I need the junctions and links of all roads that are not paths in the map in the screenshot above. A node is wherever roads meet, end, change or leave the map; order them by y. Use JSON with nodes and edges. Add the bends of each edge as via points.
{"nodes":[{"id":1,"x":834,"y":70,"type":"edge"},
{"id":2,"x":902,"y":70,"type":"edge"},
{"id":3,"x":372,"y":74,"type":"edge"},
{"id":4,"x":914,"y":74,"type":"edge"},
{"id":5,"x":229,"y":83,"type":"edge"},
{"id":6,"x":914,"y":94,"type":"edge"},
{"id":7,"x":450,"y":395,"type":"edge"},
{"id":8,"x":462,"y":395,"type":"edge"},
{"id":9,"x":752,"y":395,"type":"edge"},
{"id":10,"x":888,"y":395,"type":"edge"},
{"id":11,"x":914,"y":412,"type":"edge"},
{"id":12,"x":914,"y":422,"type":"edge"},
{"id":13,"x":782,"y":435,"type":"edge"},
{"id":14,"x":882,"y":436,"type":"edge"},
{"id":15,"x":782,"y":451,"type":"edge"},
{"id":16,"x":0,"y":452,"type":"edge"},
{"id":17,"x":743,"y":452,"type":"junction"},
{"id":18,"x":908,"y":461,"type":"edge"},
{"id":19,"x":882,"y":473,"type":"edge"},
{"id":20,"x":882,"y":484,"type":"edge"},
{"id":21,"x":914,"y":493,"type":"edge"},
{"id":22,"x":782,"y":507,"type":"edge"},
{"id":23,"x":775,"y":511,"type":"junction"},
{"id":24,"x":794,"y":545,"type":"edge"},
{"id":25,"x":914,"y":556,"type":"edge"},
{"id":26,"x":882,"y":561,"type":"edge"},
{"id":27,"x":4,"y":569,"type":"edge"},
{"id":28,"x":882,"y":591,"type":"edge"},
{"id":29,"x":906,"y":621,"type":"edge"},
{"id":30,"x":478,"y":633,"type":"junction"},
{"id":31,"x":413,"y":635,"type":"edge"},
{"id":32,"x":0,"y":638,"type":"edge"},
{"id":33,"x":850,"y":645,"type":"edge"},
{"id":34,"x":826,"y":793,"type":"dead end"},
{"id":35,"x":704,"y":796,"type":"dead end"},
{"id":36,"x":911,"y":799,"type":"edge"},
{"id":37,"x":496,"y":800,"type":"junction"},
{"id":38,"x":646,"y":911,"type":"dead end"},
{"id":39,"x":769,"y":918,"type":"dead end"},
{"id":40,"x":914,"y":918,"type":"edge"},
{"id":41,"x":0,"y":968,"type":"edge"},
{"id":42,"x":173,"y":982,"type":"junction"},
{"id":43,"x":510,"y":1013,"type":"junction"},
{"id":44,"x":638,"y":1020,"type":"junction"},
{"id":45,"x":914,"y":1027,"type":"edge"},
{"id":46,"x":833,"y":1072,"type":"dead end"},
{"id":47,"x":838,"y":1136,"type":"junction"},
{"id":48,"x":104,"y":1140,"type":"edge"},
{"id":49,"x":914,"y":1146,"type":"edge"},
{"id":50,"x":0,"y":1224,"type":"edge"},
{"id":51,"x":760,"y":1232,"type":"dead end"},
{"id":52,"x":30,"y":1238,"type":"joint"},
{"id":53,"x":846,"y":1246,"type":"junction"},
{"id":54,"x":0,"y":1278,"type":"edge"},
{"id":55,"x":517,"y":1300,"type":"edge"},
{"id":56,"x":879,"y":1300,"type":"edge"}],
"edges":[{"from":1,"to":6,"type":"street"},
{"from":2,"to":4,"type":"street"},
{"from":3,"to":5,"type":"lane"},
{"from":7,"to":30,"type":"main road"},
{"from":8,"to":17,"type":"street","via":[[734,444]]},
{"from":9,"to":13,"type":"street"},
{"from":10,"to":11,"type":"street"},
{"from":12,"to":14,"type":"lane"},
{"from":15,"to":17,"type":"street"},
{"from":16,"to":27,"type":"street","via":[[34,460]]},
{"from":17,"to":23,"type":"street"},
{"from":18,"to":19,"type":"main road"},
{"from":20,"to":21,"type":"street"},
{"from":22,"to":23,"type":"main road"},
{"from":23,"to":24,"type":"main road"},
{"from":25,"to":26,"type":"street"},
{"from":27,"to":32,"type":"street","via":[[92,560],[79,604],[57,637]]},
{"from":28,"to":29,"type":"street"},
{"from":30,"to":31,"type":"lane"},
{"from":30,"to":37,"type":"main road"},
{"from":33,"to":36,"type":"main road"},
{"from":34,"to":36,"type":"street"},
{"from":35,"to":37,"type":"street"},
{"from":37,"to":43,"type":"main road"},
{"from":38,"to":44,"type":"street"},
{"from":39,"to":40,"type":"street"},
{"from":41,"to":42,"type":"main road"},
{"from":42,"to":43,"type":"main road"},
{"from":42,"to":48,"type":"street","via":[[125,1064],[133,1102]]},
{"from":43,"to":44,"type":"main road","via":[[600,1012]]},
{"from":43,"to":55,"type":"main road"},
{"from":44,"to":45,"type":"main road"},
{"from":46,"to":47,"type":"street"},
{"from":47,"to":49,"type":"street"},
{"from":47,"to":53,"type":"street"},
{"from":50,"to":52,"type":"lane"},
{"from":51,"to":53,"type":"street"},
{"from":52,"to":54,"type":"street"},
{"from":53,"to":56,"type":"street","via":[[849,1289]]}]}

------------------------------------------------------------------------

§ **Task objective**
Within the listing above, filter for lines holding the string "lane" and copy each one.

§ **Response below**
{"from":3,"to":5,"type":"lane"},
{"from":12,"to":14,"type":"lane"},
{"from":30,"to":31,"type":"lane"},
{"from":50,"to":52,"type":"lane"},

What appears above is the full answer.